那盆炒雞蛋的味道依舊縈繞在舌尖,永遠不會散去。
——題記
日子就像井水,總是那麼平淡,又帶著點甜味。
記憶裡,外公好像要麼拿著煙斗,緩慢地吐著煙圈,要麼在田間撒汗,外婆呢,她總在廚房忙活。每次我回來,外婆總會端出一盤熱氣騰騰的炒雞蛋,金黃的色澤,似有似無的香味總是令我垂涎三尺,每每我都會狼吞虎嚥地把它「掃蕩」乾淨,再用舌頭舔舐嘴唇,以此回味。

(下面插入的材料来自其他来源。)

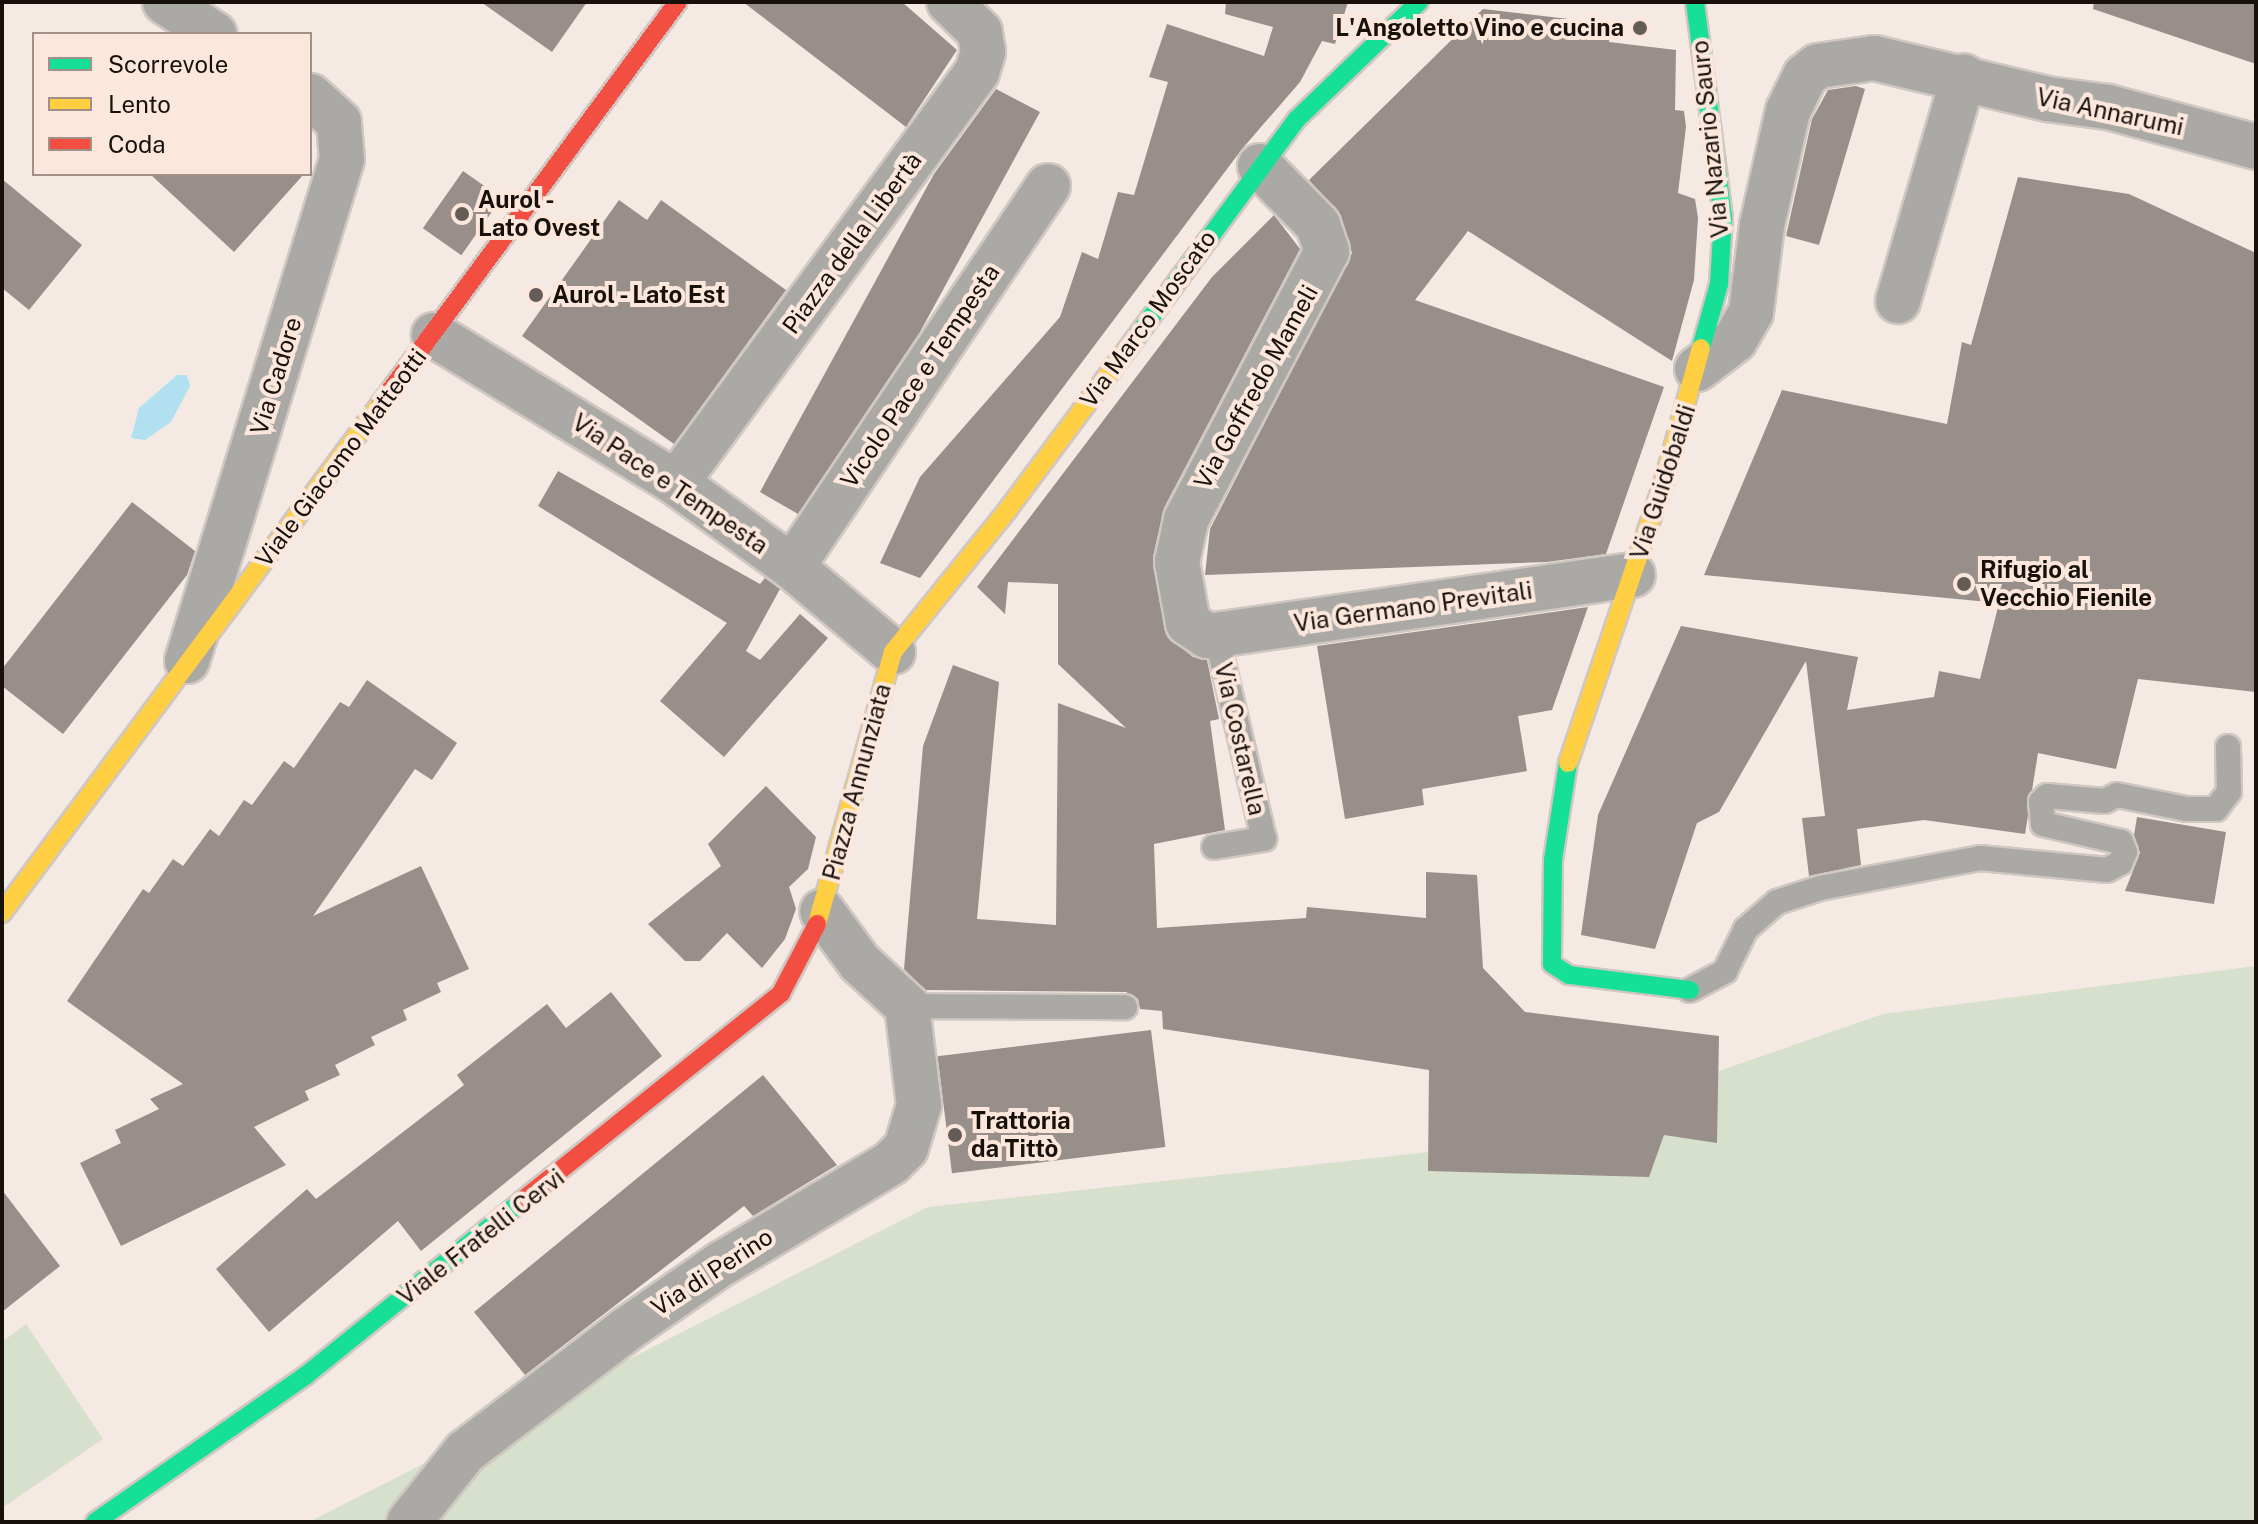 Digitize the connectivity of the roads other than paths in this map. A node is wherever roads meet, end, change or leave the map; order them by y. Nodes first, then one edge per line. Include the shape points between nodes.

許多年後,當我再次走進那被稻香圍著的小院時,外婆卻沒有端來一盤炒雞蛋,這次,我問外婆一個在我心中疑惑多年的問題,「為什麼只有在外婆家才能吃到這麼好吃的炒雞蛋呢?」外婆愣了愣,用圍裙拭了拭手,臉上再沒了笑意,眼睛望向遠方,眼裡有惆悵,有悲傷。她走到一把長椅邊,用手輕柔地撫摸著那湊成長椅的,已經被歲月朽腐得發黑的木頭。外婆那滿是褶皺的手那麼溫柔,彷彿在是撫著陳年的寶,這使得我心中的疑慮更深了。
半晌,外婆才開了口,「這炒雞蛋啊,你小時候最愛吃了,阿媽每次做炒雞蛋,都特別講究,必須用當天新鮮的雞蛋,還要加上些許家鄉的米酒。她病倒後,教了我一遍又一遍,還再三叮囑我。」外婆說到這,手摸進抽屜裡,拿出一疊照片遞給我,「這就是你曾祖母,那時她還抱著你呢,不知道多少年,多少年了,你也長大了,她卻……」我接過照片,那好像已經擱置很久了,上面布著灰,還是用膠卷洗出來的照片,微微的泛著黃,上面一個穿棉布衣的老人,抱著一個孩子,臉上和藹地笑著,手裡正餵著孩子吃些什麼。我彷彿看到了那一幕:一個年過八旬的老人,步履蹣跚,卻還是愛抱著孫女,為她做那麼一份炒雞蛋——那飽含家鄉風味,洋溢著曾祖母濃濃情意的炒雞蛋。
我沉默了,外婆的眼眶也濕潤了,用手抹了抹眼淚,聲音有些哽咽,小聲地嘀咕道:「你曾祖母那麼大的人了,怎麼就變成捧在手心上的盒子了呢?」我再也忍不住了,一瞬間淚如決堤。
這時,外公給我端來一盤炒雞蛋,好像晾了許久,已經沒了往日的溫熱,塞進一口,有些甜,又有些眼淚的澀苦,儘管還是那熟悉的味道,卻覺得心中還是缺了點什麼。我的腦海裡,那一張發黃的照片揮之不去,那穿著棉布衣的老人——我那年過八旬的曾祖母,為什麼覺得那麼陌生,為什麼腦海裡找不到任何關於您的記憶?
我將照片貼在心口,拚命地想從腦海裡挖掘出那片記憶,卻什麼也找不到,怎麼也找不到……只有那份炒雞蛋,藏著我和曾祖母僅有的回憶。
也許舌頭會忘記那份味道,但是心不會。
那年院中屋簷下,我的曾祖母,餵我吃著那盆炒雞蛋。今時再次翻起往事,卻再也回不去。我還在這小院中,口中依舊是炒雞蛋,這次,我不再狼吞虎嚥,細細品味著口中的炒雞蛋,久久不捨嚥下,品味的是那牽扯著濃濃家鄉情的風味——品味的更是曾祖母在我心中永的味道。